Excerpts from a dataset
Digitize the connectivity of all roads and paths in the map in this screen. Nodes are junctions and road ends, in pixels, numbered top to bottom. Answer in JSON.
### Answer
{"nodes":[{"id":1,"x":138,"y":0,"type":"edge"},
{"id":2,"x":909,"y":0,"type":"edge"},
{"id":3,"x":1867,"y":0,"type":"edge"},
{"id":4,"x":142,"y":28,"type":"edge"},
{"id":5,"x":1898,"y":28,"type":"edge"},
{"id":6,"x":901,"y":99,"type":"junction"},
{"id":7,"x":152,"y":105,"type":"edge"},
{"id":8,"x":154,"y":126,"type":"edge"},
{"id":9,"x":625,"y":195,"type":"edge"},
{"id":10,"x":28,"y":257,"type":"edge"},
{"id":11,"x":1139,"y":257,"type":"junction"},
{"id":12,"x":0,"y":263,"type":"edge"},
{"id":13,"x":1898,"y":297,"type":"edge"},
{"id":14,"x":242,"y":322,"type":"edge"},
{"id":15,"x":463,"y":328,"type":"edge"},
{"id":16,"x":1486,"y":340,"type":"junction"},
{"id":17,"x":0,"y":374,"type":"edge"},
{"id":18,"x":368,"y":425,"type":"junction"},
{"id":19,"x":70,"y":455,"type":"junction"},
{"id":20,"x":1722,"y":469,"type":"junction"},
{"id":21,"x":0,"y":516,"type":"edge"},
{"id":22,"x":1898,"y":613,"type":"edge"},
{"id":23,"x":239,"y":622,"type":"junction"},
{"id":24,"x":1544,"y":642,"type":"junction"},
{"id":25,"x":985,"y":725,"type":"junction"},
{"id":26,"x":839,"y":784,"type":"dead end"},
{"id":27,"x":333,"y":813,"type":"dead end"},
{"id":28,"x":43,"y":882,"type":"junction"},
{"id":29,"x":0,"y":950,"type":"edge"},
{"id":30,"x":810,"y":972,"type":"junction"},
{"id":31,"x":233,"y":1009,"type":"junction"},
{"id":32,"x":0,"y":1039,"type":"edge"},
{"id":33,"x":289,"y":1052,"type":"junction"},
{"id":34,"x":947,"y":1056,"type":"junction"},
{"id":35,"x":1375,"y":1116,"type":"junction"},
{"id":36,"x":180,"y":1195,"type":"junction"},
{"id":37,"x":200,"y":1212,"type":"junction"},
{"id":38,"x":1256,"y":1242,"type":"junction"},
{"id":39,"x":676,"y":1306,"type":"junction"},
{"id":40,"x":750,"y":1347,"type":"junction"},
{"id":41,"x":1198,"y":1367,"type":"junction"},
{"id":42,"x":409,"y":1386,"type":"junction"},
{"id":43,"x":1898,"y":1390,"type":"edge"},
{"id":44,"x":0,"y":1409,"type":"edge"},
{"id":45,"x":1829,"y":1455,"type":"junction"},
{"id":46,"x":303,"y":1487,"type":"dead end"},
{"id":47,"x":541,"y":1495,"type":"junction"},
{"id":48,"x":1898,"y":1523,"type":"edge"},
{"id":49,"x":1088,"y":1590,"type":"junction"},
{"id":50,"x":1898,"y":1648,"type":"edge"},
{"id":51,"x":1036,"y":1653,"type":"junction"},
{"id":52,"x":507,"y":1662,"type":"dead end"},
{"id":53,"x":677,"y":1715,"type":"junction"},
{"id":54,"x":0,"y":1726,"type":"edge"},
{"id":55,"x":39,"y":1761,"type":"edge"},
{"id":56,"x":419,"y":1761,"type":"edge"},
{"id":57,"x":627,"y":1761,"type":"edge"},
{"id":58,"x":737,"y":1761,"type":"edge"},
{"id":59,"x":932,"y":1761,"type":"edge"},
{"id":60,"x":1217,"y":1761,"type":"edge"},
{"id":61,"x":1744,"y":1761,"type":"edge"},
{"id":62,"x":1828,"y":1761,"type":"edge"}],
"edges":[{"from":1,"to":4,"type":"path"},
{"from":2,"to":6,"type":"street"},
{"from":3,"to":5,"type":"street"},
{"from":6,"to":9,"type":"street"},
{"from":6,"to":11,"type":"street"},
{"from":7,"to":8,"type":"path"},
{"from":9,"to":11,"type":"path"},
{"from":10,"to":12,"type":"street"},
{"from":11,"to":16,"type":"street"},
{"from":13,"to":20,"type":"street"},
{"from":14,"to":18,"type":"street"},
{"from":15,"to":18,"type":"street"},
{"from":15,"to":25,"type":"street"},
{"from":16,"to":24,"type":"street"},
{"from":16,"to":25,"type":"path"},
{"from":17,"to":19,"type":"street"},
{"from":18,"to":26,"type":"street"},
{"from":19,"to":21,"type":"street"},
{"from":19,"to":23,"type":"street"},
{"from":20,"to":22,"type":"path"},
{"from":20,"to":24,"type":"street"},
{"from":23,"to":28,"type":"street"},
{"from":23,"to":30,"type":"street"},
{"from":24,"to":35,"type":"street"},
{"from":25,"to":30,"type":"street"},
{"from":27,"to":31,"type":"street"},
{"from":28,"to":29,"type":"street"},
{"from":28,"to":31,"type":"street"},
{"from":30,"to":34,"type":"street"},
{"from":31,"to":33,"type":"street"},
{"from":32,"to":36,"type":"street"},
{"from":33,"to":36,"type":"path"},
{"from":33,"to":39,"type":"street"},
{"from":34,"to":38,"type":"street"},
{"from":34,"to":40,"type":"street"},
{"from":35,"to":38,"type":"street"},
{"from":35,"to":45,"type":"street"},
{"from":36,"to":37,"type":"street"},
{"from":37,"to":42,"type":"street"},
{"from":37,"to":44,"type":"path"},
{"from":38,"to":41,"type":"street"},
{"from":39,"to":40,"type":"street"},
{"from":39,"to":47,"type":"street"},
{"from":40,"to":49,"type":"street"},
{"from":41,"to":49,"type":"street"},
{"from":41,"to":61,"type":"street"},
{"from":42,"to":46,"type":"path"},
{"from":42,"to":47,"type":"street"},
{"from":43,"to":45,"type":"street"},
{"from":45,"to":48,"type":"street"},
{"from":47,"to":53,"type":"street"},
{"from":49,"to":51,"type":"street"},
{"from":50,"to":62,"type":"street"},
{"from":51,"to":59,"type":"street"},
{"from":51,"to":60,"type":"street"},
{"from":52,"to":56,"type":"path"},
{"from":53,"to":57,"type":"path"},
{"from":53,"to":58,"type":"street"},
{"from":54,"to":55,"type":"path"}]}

> Task to carry out: The lines above are to be retyped exactly, with none omitted.

> Answer space:
Digitize the connectivity of all roads and paths in the map in this screen. Nodes are junctions and road ends, in pixels, numbered top to bottom. Answer in JSON.
### Answer
{"nodes":[{"id":1,"x":138,"y":0,"type":"edge"},
{"id":2,"x":909,"y":0,"type":"edge"},
{"id":3,"x":1867,"y":0,"type":"edge"},
{"id":4,"x":142,"y":28,"type":"edge"},
{"id":5,"x":1898,"y":28,"type":"edge"},
{"id":6,"x":901,"y":99,"type":"junction"},
{"id":7,"x":152,"y":105,"type":"edge"},
{"id":8,"x":154,"y":126,"type":"edge"},
{"id":9,"x":625,"y":195,"type":"edge"},
{"id":10,"x":28,"y":257,"type":"edge"},
{"id":11,"x":1139,"y":257,"type":"junction"},
{"id":12,"x":0,"y":263,"type":"edge"},
{"id":13,"x":1898,"y":297,"type":"edge"},
{"id":14,"x":242,"y":322,"type":"edge"},
{"id":15,"x":463,"y":328,"type":"edge"},
{"id":16,"x":1486,"y":340,"type":"junction"},
{"id":17,"x":0,"y":374,"type":"edge"},
{"id":18,"x":368,"y":425,"type":"junction"},
{"id":19,"x":70,"y":455,"type":"junction"},
{"id":20,"x":1722,"y":469,"type":"junction"},
{"id":21,"x":0,"y":516,"type":"edge"},
{"id":22,"x":1898,"y":613,"type":"edge"},
{"id":23,"x":239,"y":622,"type":"junction"},
{"id":24,"x":1544,"y":642,"type":"junction"},
{"id":25,"x":985,"y":725,"type":"junction"},
{"id":26,"x":839,"y":784,"type":"dead end"},
{"id":27,"x":333,"y":813,"type":"dead end"},
{"id":28,"x":43,"y":882,"type":"junction"},
{"id":29,"x":0,"y":950,"type":"edge"},
{"id":30,"x":810,"y":972,"type":"junction"},
{"id":31,"x":233,"y":1009,"type":"junction"},
{"id":32,"x":0,"y":1039,"type":"edge"},
{"id":33,"x":289,"y":1052,"type":"junction"},
{"id":34,"x":947,"y":1056,"type":"junction"},
{"id":35,"x":1375,"y":1116,"type":"junction"},
{"id":36,"x":180,"y":1195,"type":"junction"},
{"id":37,"x":200,"y":1212,"type":"junction"},
{"id":38,"x":1256,"y":1242,"type":"junction"},
{"id":39,"x":676,"y":1306,"type":"junction"},
{"id":40,"x":750,"y":1347,"type":"junction"},
{"id":41,"x":1198,"y":1367,"type":"junction"},
{"id":42,"x":409,"y":1386,"type":"junction"},
{"id":43,"x":1898,"y":1390,"type":"edge"},
{"id":44,"x":0,"y":1409,"type":"edge"},
{"id":45,"x":1829,"y":1455,"type":"junction"},
{"id":46,"x":303,"y":1487,"type":"dead end"},
{"id":47,"x":541,"y":1495,"type":"junction"},
{"id":48,"x":1898,"y":1523,"type":"edge"},
{"id":49,"x":1088,"y":1590,"type":"junction"},
{"id":50,"x":1898,"y":1648,"type":"edge"},
{"id":51,"x":1036,"y":1653,"type":"junction"},
{"id":52,"x":507,"y":1662,"type":"dead end"},
{"id":53,"x":677,"y":1715,"type":"junction"},
{"id":54,"x":0,"y":1726,"type":"edge"},
{"id":55,"x":39,"y":1761,"type":"edge"},
{"id":56,"x":419,"y":1761,"type":"edge"},
{"id":57,"x":627,"y":1761,"type":"edge"},
{"id":58,"x":737,"y":1761,"type":"edge"},
{"id":59,"x":932,"y":1761,"type":"edge"},
{"id":60,"x":1217,"y":1761,"type":"edge"},
{"id":61,"x":1744,"y":1761,"type":"edge"},
{"id":62,"x":1828,"y":1761,"type":"edge"}],
"edges":[{"from":1,"to":4,"type":"path"},
{"from":2,"to":6,"type":"street"},
{"from":3,"to":5,"type":"street"},
{"from":6,"to":9,"type":"street"},
{"from":6,"to":11,"type":"street"},
{"from":7,"to":8,"type":"path"},
{"from":9,"to":11,"type":"path"},
{"from":10,"to":12,"type":"street"},
{"from":11,"to":16,"type":"street"},
{"from":13,"to":20,"type":"street"},
{"from":14,"to":18,"type":"street"},
{"from":15,"to":18,"type":"street"},
{"from":15,"to":25,"type":"street"},
{"from":16,"to":24,"type":"street"},
{"from":16,"to":25,"type":"path"},
{"from":17,"to":19,"type":"street"},
{"from":18,"to":26,"type":"street"},
{"from":19,"to":21,"type":"street"},
{"from":19,"to":23,"type":"street"},
{"from":20,"to":22,"type":"path"},
{"from":20,"to":24,"type":"street"},
{"from":23,"to":28,"type":"street"},
{"from":23,"to":30,"type":"street"},
{"from":24,"to":35,"type":"street"},
{"from":25,"to":30,"type":"street"},
{"from":27,"to":31,"type":"street"},
{"from":28,"to":29,"type":"street"},
{"from":28,"to":31,"type":"street"},
{"from":30,"to":34,"type":"street"},
{"from":31,"to":33,"type":"street"},
{"from":32,"to":36,"type":"street"},
{"from":33,"to":36,"type":"path"},
{"from":33,"to":39,"type":"street"},
{"from":34,"to":38,"type":"street"},
{"from":34,"to":40,"type":"street"},
{"from":35,"to":38,"type":"street"},
{"from":35,"to":45,"type":"street"},
{"from":36,"to":37,"type":"street"},
{"from":37,"to":42,"type":"street"},
{"from":37,"to":44,"type":"path"},
{"from":38,"to":41,"type":"street"},
{"from":39,"to":40,"type":"street"},
{"from":39,"to":47,"type":"street"},
{"from":40,"to":49,"type":"street"},
{"from":41,"to":49,"type":"street"},
{"from":41,"to":61,"type":"street"},
{"from":42,"to":46,"type":"path"},
{"from":42,"to":47,"type":"street"},
{"from":43,"to":45,"type":"street"},
{"from":45,"to":48,"type":"street"},
{"from":47,"to":53,"type":"street"},
{"from":49,"to":51,"type":"street"},
{"from":50,"to":62,"type":"street"},
{"from":51,"to":59,"type":"street"},
{"from":51,"to":60,"type":"street"},
{"from":52,"to":56,"type":"path"},
{"from":53,"to":57,"type":"path"},
{"from":53,"to":58,"type":"street"},
{"from":54,"to":55,"type":"path"}]}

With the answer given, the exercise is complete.